If you increase the default value of the
vm_page_free_target
attribute, you may also want to increase the value of the
vm_page_free_min
attribute.
See
Section 3.6
for information about modifying
kernel subsystem attributes.
6.5.2 Increasing the Rate of Swapping
Swapping
has a drastic impact on system performance.
You can modify kernel subsystem
attributes to control when swapping begins and ends.
VLM systems and systems
running large programs should avoid swapping.
Hard swapping begins when the
number of pages on the free list is less than the value of the
vm
subsystem attribute
vm_page_free_optimal
for
five seconds.
See
Section 6.1.4
for more information about
paging and swapping attributes.
Performance Benefit and Tradeoff
Increasing the rate of swapping (swapping earlier during page reclamation)
by raising the value of the
vm_page_free_optimal
attribute
moves long-sleeping threads out of memory, frees memory, and increases throughput.

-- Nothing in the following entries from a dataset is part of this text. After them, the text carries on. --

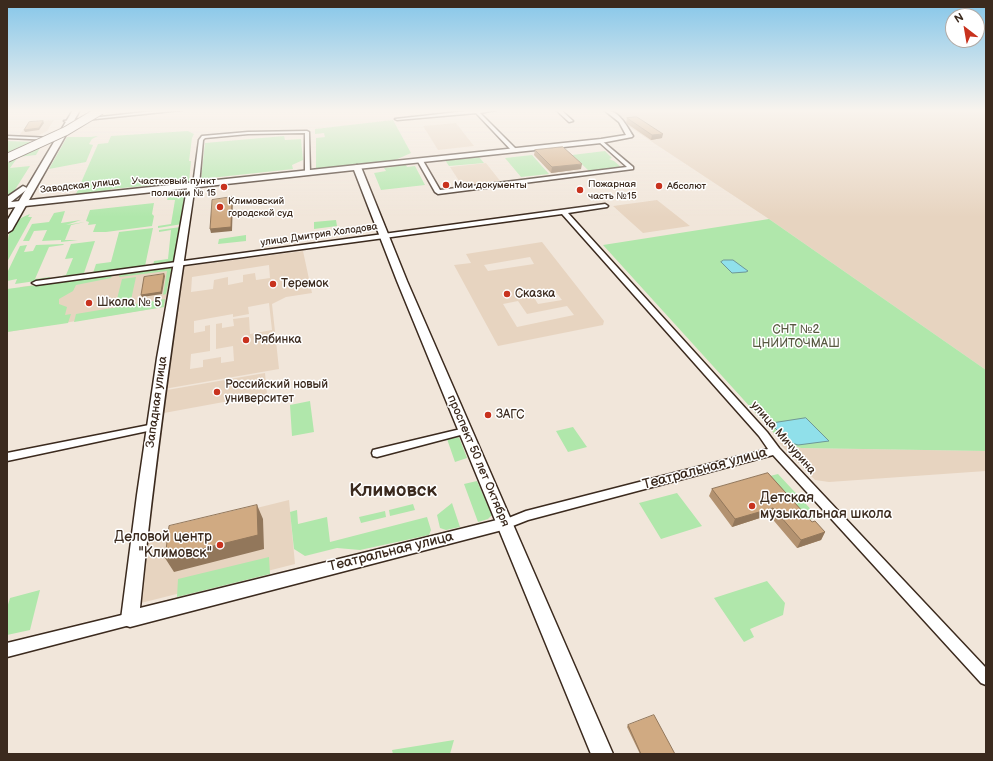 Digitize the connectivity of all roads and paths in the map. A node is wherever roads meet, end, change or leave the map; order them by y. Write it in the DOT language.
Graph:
graph roads {
  1 [pos="24,146"];
  2 [pos="34,146"];
  3 [pos="50,146"];
  4 [pos="52,146"];
  5 [pos="200,146"];
  6 [pos="307,146"];
  7 [pos="510,146"];
  8 [pos="557,146"];
  9 [pos="606,146"];
  10 [pos="514,150"];
  11 [pos="7,153"];
  12 [pos="7,158"];
  13 [pos="420,160"];
  14 [pos="357,167"];
  15 [pos="308,172"];
  16 [pos="194,185"];
  17 [pos="11,206"];
  18 [pos="605,206"];
  19 [pos="563,211"];
  20 [pos="7,230"];
  21 [pos="384,236"];
  22 [pos="179,264"];
  23 [pos="36,283"];
  24 [pos="154,428"];
  25 [pos="465,431"];
  26 [pos="775,451"];
  27 [pos="377,453"];
  28 [pos="7,457"];
  29 [pos="505,524"];
  30 [pos="130,619"];
  31 [pos="7,650"];
  32 [pos="986,678"];
  33 [pos="602,754"];
  1 -- 11 [label="main road"];
  2 -- 12 [label="main road, bridge"];
  3 -- 17 [label="main road"];
  4 -- 17 [label="main road"];
  5 -- 16 [label="street"];
  6 -- 15 [label="street"];
  7 -- 10 [label="street"];
  8 -- 10 [label="street, Заводская улица"];
  9 -- 13 [label="street"];
  10 -- 13 [label="street, Заводская улица"];
  13 -- 14 [label="street, Заводская улица"];
  14 -- 15 [label="main road, Заводская улица"];
  14 -- 21 [label="main road, проспект 50 лет Октября"];
  15 -- 16 [label="main road, Заводская улица"];
  16 -- 17 [label="main road, Заводская улица"];
  16 -- 22 [label="street, Западная улица"];
  17 -- 20 [label="main road"];
  18 -- 19 [label="street, улица Дмитрия Холодова"];
  19 -- 21 [label="street, улица Дмитрия Холодова"];
  19 -- 26 [label="street, улица Мичурина"];
  21 -- 22 [label="street, улица Дмитрия Холодова"];
  21 -- 25 [label="main road, проспект 50 лет Октября"];
  22 -- 23 [label="street, улица Дмитрия Холодова"];
  22 -- 24 [label="street, Западная улица"];
  24 -- 28 [label="street"];
  24 -- 30 [label="street, Западная улица"];
  25 -- 27 [label="street"];
  25 -- 29 [label="main road, проспект 50 лет Октября"];
  26 -- 29 [label="street, Театральная улица"];
  26 -- 32 [label="street, улица Мичурина"];
  29 -- 30 [label="street, Театральная улица"];
  29 -- 33 [label="main road, проспект 50 лет Октября"];
  30 -- 31 [label="street, Театральная улица"];
}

As more processes are swapped out, fewer processes are actually executing
and more work is done.
However, when an outswapped process is needed, it will
have a long latency, so increasing the rate of swapping may degrade interactive
response time.
You can modify the
vm_page_free_optimal
attribute
without rebooting the system.
When to Tune
You do not need to modify task swapping if the system is not paging.
Recommended Values
The default value of the
vm_page_free_optimal
attribute
is based on the values of the
vm_page_free_target
and
vm_page_free_min
attributes.
Increase the value of the
vm_page_free_optimal
only by 2 pages at a time.
Do not specify a
value that is more than the value of the
vm
subsystem attribute
vm_page_free_target
.
See
Section 3.6
for information about modifying
kernel subsystem attributes.
6.5.3 Decreasing the Rate of Swapping
Swapping
has a drastic impact on system performance.
You can modify kernel subsystem
attributes to control when swapping begins and ends.
VLM systems and systems
running large programs should avoid swapping.
Hard swapping begins when the
number of pages on the free list is less than the value of the
vm
subsystem attribute
vm_page_free_optimal
for
five seconds.
See
Section 6.1.4
for more information about
paging and swapping attributes.
Performance Benefit and Tradeoff
Decreasing the rate of swapping (swapping later during page reclamation)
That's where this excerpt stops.